-- Exercise goal --
Word for word, give the listing below again.

-- Materials provided --
****

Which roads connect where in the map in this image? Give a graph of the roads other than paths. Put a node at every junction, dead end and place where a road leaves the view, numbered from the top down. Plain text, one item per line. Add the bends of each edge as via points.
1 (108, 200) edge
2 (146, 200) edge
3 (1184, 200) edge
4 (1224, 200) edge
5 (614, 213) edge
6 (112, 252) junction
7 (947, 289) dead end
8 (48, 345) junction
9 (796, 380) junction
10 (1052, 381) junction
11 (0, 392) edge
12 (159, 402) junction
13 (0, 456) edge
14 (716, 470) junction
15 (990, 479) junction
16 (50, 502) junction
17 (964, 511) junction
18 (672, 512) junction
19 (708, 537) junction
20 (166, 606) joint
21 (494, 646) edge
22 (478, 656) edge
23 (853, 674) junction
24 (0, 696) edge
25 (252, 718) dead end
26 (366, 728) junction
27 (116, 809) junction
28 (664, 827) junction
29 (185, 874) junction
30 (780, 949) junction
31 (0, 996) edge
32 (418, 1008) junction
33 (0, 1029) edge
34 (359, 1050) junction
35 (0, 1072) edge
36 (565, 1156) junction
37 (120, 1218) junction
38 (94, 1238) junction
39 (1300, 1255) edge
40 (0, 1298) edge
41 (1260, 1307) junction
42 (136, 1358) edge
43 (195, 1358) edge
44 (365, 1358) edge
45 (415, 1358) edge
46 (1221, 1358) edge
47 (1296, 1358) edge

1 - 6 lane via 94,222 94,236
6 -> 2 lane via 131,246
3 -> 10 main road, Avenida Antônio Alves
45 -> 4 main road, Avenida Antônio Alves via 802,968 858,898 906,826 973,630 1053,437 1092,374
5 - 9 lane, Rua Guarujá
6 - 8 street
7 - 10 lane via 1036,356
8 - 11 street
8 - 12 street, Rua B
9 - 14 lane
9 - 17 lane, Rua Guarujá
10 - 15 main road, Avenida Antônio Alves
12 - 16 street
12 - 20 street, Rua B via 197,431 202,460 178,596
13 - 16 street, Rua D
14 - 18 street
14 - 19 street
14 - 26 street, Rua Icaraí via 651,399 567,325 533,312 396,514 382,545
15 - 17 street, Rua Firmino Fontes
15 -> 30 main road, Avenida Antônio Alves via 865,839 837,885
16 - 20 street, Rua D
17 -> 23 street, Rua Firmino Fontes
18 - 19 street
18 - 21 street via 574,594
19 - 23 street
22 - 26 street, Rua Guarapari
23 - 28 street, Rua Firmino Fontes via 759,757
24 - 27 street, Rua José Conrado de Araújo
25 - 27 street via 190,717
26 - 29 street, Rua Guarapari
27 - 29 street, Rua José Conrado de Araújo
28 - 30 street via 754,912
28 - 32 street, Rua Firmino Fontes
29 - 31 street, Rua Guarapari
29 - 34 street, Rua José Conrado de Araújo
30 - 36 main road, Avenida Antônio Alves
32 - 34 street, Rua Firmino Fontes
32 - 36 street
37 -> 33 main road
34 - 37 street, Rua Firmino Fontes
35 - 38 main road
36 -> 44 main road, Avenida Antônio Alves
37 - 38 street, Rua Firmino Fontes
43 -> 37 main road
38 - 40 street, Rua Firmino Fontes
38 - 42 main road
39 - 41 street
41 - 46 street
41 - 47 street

****

-- Your solution --
Which roads connect where in the map in this image? Give a graph of the roads other than paths. Put a node at every junction, dead end and place where a road leaves the view, numbered from the top down. Plain text, one item per line. Add the bends of each edge as via points.
1 (108, 200) edge
2 (146, 200) edge
3 (1184, 200) edge
4 (1224, 200) edge
5 (614, 213) edge
6 (112, 252) junction
7 (947, 289) dead end
8 (48, 345) junction
9 (796, 380) junction
10 (1052, 381) junction
11 (0, 392) edge
12 (159, 402) junction
13 (0, 456) edge
14 (716, 470) junction
15 (990, 479) junction
16 (50, 502) junction
17 (964, 511) junction
18 (672, 512) junction
19 (708, 537) junction
20 (166, 606) joint
21 (494, 646) edge
22 (478, 656) edge
23 (853, 674) junction
24 (0, 696) edge
25 (252, 718) dead end
26 (366, 728) junction
27 (116, 809) junction
28 (664, 827) junction
29 (185, 874) junction
30 (780, 949) junction
31 (0, 996) edge
32 (418, 1008) junction
33 (0, 1029) edge
34 (359, 1050) junction
35 (0, 1072) edge
36 (565, 1156) junction
37 (120, 1218) junction
38 (94, 1238) junction
39 (1300, 1255) edge
40 (0, 1298) edge
41 (1260, 1307) junction
42 (136, 1358) edge
43 (195, 1358) edge
44 (365, 1358) edge
45 (415, 1358) edge
46 (1221, 1358) edge
47 (1296, 1358) edge

1 - 6 lane via 94,222 94,236
6 -> 2 lane via 131,246
3 -> 10 main road, Avenida Antônio Alves
45 -> 4 main road, Avenida Antônio Alves via 802,968 858,898 906,826 973,630 1053,437 1092,374
5 - 9 lane, Rua Guarujá
6 - 8 street
7 - 10 lane via 1036,356
8 - 11 street
8 - 12 street, Rua B
9 - 14 lane
9 - 17 lane, Rua Guarujá
10 - 15 main road, Avenida Antônio Alves
12 - 16 street
12 - 20 street, Rua B via 197,431 202,460 178,596
13 - 16 street, Rua D
14 - 18 street
14 - 19 street
14 - 26 street, Rua Icaraí via 651,399 567,325 533,312 396,514 382,545
15 - 17 street, Rua Firmino Fontes
15 -> 30 main road, Avenida Antônio Alves via 865,839 837,885
16 - 20 street, Rua D
17 -> 23 street, Rua Firmino Fontes
18 - 19 street
18 - 21 street via 574,594
19 - 23 street
22 - 26 street, Rua Guarapari
23 - 28 street, Rua Firmino Fontes via 759,757
24 - 27 street, Rua José Conrado de Araújo
25 - 27 street via 190,717
26 - 29 street, Rua Guarapari
27 - 29 street, Rua José Conrado de Araújo
28 - 30 street via 754,912
28 - 32 street, Rua Firmino Fontes
29 - 31 street, Rua Guarapari
29 - 34 street, Rua José Conrado de Araújo
30 - 36 main road, Avenida Antônio Alves
32 - 34 street, Rua Firmino Fontes
32 - 36 street
37 -> 33 main road
34 - 37 street, Rua Firmino Fontes
35 - 38 main road
36 -> 44 main road, Avenida Antônio Alves
37 - 38 street, Rua Firmino Fontes
43 -> 37 main road
38 - 40 street, Rua Firmino Fontes
38 - 42 main road
39 - 41 street
41 - 46 street
41 - 47 street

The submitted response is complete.